--- ACTION ITEM ---
Images appear in the records below; leave them out and repeat everything else exactly.

--- DATA FOR THE TASK ---
=-=-=

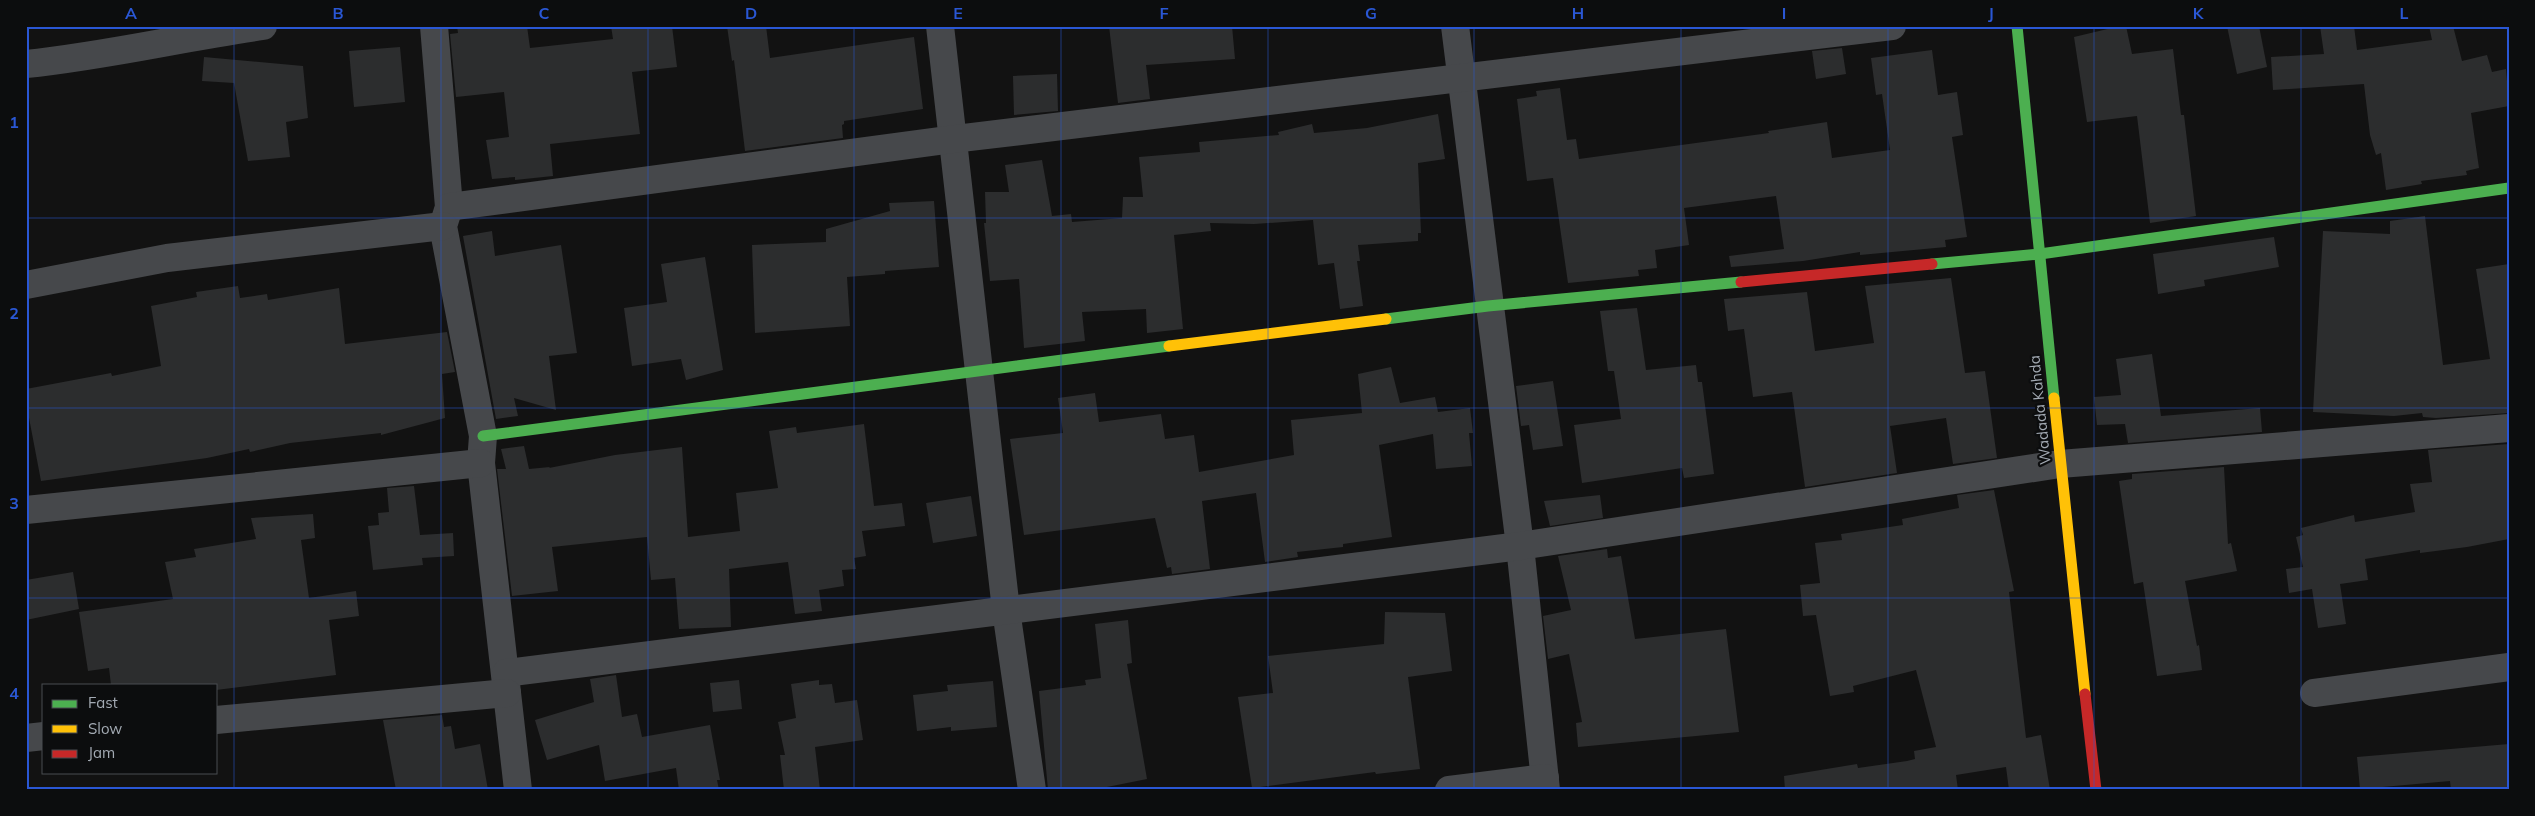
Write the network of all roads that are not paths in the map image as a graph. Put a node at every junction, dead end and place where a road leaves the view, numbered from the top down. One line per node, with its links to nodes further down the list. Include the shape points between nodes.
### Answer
1 (263, 26): 7 (street, via 82,58)
2 (434, 26): 11 (street)
3 (940, 26): 9 (street)
4 (1455, 26): 8 (street)
5 (1892, 26): 8 (street)
6 (2017, 26): 12 (street, Wadada Kahda)
7 (26, 64)
8 (1461, 78): 9 (street); 14 (street)
9 (954, 139): 11 (street); 15 (street)
10 (2509, 188): 12 (street)
11 (446, 217): 13 (street, via 166,258); 17 (street)
12 (2040, 254): 14 (street); 19 (street, Wadada Kahda)
13 (26, 285)
14 (1488, 306): 15 (street); 21 (street)
15 (978, 370): 17 (street); 22 (street)
16 (2509, 428): 19 (street)
17 (483, 436): 18 (street)
18 (481, 463): 20 (street); 24 (street)
19 (2060, 464): 21 (street); 33 (street, Wadada Kahda)
20 (26, 510)
21 (1520, 546): 22 (street); 29 (street)
22 (1006, 610): 24 (street); 31 (street)
23 (2509, 667): 25 (street)
24 (507, 683): 26 (street); 30 (street)
25 (2314, 693)
26 (218, 720)
27 (42, 736): 28 (street)
28 (26, 738)
29 (1545, 784): 32 (street)
30 (518, 790)
31 (1032, 790)
32 (1449, 790)
33 (2096, 790)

=-=-=

--- THE ANSWER ---
Write the network of all roads that are not paths in the map image as a graph. Put a node at every junction, dead end and place where a road leaves the view, numbered from the top down. One line per node, with its links to nodes further down the list. Include the shape points between nodes.
### Answer
1 (263, 26): 7 (street, via 82,58)
2 (434, 26): 11 (street)
3 (940, 26): 9 (street)
4 (1455, 26): 8 (street)
5 (1892, 26): 8 (street)
6 (2017, 26): 12 (street, Wadada Kahda)
7 (26, 64)
8 (1461, 78): 9 (street); 14 (street)
9 (954, 139): 11 (street); 15 (street)
10 (2509, 188): 12 (street)
11 (446, 217): 13 (street, via 166,258); 17 (street)
12 (2040, 254): 14 (street); 19 (street, Wadada Kahda)
13 (26, 285)
14 (1488, 306): 15 (street); 21 (street)
15 (978, 370): 17 (street); 22 (street)
16 (2509, 428): 19 (street)
17 (483, 436): 18 (street)
18 (481, 463): 20 (street); 24 (street)
19 (2060, 464): 21 (street); 33 (street, Wadada Kahda)
20 (26, 510)
21 (1520, 546): 22 (street); 29 (street)
22 (1006, 610): 24 (street); 31 (street)
23 (2509, 667): 25 (street)
24 (507, 683): 26 (street); 30 (street)
25 (2314, 693)
26 (218, 720)
27 (42, 736): 28 (street)
28 (26, 738)
29 (1545, 784): 32 (street)
30 (518, 790)
31 (1032, 790)
32 (1449, 790)
33 (2096, 790)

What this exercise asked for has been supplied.